28 June 2022
The chair of West Midlands Police Federation has questioned claims that tougher sentences are ineffective in reducing assaults on emergency services workers.
Rich Cooke said stiff penalties help send the message that such attacks are unacceptable, show support for frontline workers in their jobs and is simply the justice officers deserve as victims of crime.
He said: “They deserve to do their jobs free from the threat and fear of violence.
“We don’t accept attacks on people in other professions so why should we accept attacks on police officers for simply doing their jobs?
“Frankly, deterrent or not - and I hardly think it will encourage violence - those who attack emergency workers are attacking us all, society itself. Offenders should be punished most severely as a result.”
“As a Federation we’re proud of the campaign work we’ve done to support and protect our members and we now need the support and protection of the courts, so that if you assault a police officer you can expect to go to prison.”

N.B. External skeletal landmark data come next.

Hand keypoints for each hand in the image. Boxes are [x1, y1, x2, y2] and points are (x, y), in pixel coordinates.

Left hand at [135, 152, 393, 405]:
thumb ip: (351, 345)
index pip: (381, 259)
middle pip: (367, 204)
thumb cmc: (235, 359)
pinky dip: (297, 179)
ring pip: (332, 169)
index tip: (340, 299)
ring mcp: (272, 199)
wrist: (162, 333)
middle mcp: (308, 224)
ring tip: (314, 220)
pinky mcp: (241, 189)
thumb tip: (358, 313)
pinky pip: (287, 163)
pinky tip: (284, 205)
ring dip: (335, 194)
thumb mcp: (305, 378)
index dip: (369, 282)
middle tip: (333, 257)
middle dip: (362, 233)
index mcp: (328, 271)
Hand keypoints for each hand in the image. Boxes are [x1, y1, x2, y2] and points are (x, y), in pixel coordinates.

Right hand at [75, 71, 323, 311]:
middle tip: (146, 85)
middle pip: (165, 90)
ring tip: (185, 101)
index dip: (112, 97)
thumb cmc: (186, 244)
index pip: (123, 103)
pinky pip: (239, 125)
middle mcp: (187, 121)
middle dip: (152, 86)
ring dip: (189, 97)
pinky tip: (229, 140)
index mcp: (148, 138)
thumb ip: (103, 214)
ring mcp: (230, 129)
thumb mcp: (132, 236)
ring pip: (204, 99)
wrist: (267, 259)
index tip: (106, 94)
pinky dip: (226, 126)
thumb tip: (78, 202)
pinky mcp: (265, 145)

Rich’s comments follow the publication of a report by the charity Transform Justice ‘Protect the protectors? Do criminal sanctions reduce violence against police and NHS staff?’.

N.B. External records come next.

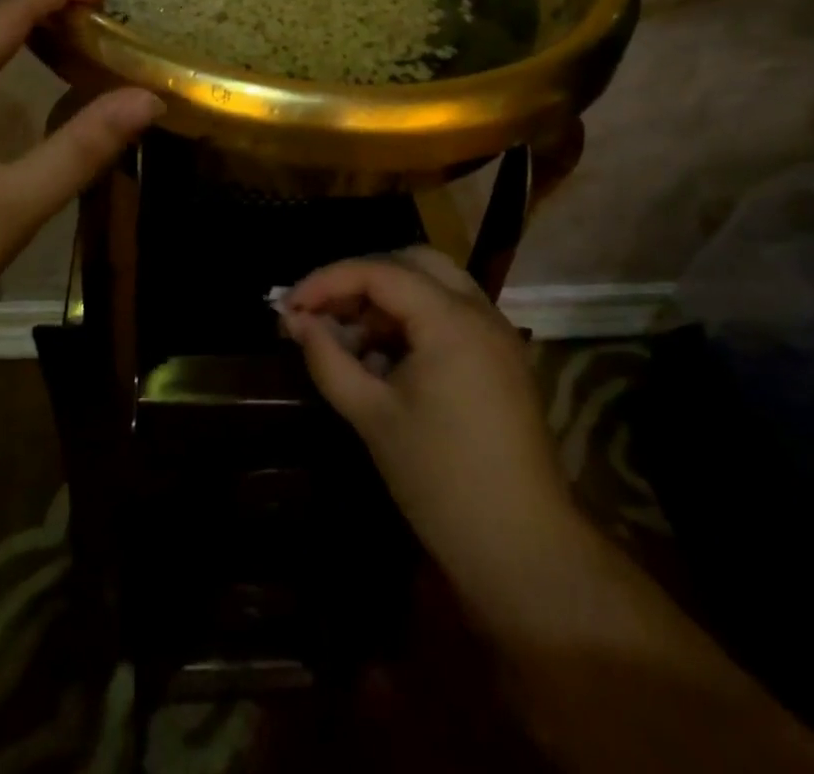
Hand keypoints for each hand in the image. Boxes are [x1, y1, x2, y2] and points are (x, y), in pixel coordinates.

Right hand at [282, 247, 577, 622]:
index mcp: (451, 320)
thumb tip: (295, 320)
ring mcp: (497, 333)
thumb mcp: (372, 415)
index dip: (328, 280)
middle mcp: (480, 311)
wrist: (523, 550)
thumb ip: (328, 358)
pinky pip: (450, 313)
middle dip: (360, 279)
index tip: (290, 304)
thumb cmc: (441, 481)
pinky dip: (413, 320)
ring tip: (348, 337)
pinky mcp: (501, 358)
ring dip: (387, 299)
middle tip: (323, 311)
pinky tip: (384, 358)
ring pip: (433, 285)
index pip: (379, 271)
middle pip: (411, 262)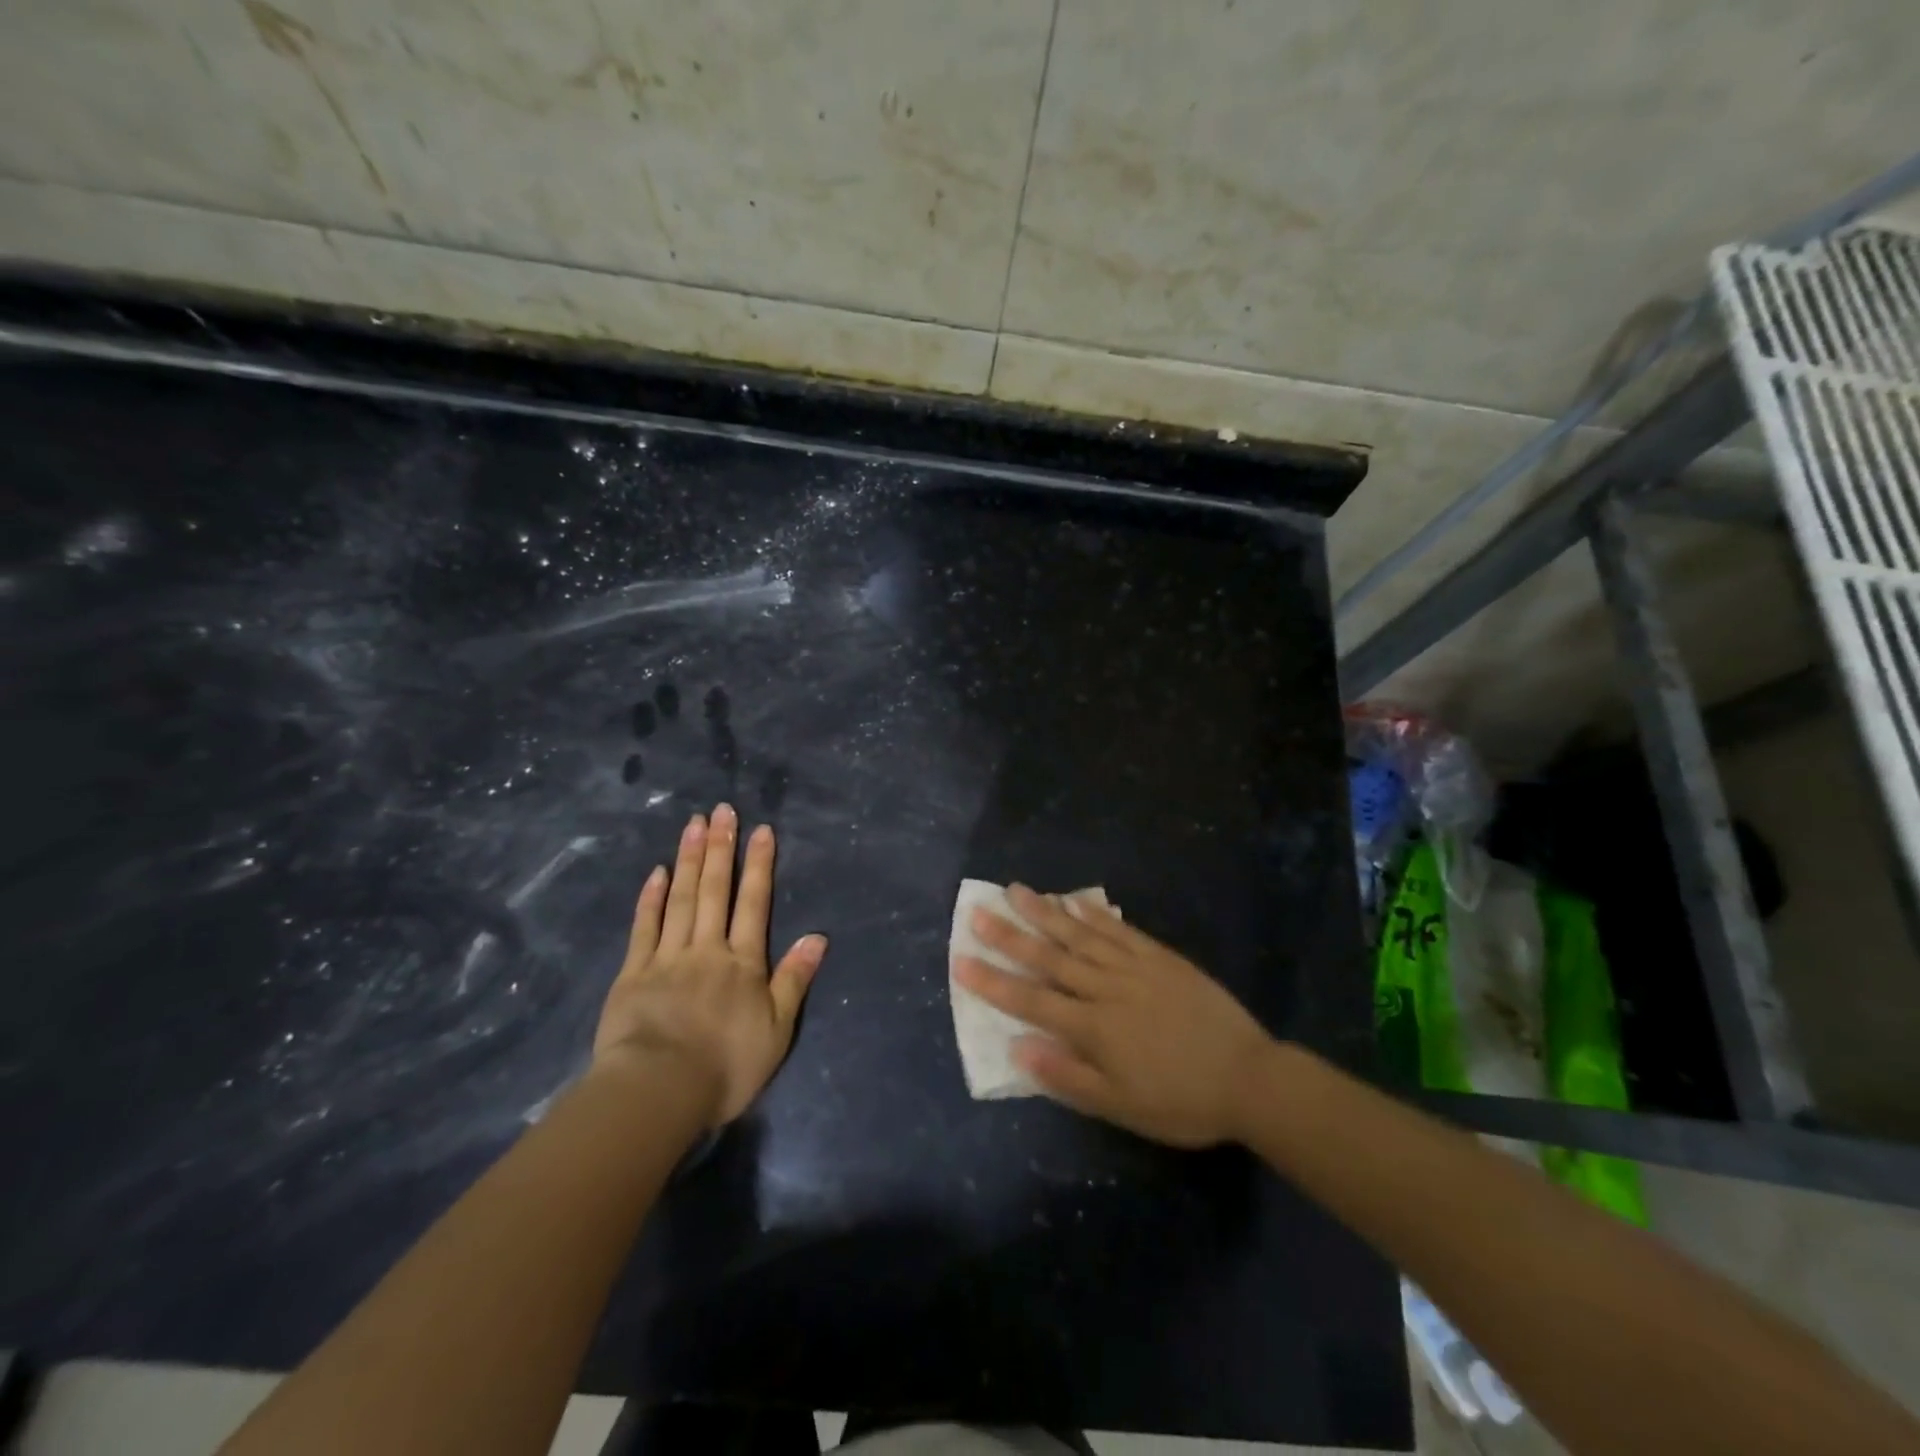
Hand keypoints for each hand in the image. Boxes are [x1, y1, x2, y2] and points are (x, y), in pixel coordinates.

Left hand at [593, 803, 826, 1125]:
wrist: (658, 1091)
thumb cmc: (726, 1066)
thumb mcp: (777, 1029)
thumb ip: (794, 979)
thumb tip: (818, 936)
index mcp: (743, 963)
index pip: (754, 903)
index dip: (759, 865)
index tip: (760, 830)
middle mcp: (707, 949)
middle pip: (715, 890)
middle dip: (721, 848)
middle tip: (722, 810)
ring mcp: (667, 958)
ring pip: (681, 899)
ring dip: (689, 859)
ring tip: (693, 824)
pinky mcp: (633, 974)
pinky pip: (644, 928)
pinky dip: (651, 898)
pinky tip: (657, 872)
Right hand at [953, 885, 1272, 1147]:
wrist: (1249, 1078)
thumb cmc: (1181, 1101)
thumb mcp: (1122, 1107)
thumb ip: (1068, 1077)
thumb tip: (1019, 1048)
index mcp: (1093, 1028)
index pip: (1031, 1001)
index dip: (993, 981)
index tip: (961, 959)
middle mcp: (1106, 989)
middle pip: (1049, 958)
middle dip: (1009, 936)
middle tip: (977, 912)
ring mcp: (1134, 968)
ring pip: (1079, 936)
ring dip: (1045, 913)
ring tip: (1015, 891)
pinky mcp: (1159, 957)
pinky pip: (1119, 930)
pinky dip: (1093, 914)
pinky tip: (1073, 900)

The report states it takes a closer, evidence-based look at increased penalties for assaults against emergency workers and demonstrates the ineffectiveness of this approach on any level.
Steve Hartshorn, chair of the Police Federation of England and Wales, took part in a panel discussion to coincide with the report’s launch which asked: ‘Will harsher sanctions reduce assaults on police and NHS workers?’
Asked of his personal experience of officers being assaulted when on duty, Steve said: “I have been assaulted countless times and, to go back to when I first started as a new officer in 1995, there was an ethos then that it was part of the job.
“It was in the early 2000s I think and, there was a court case where a judge basically reaffirmed that it was part the job to get assaulted but it never felt right because everyone has a right to go to work and to be treated properly.”
He added: “It’s the minority of the public that cause these assaults on officers and it does leave lasting effects on police officers.”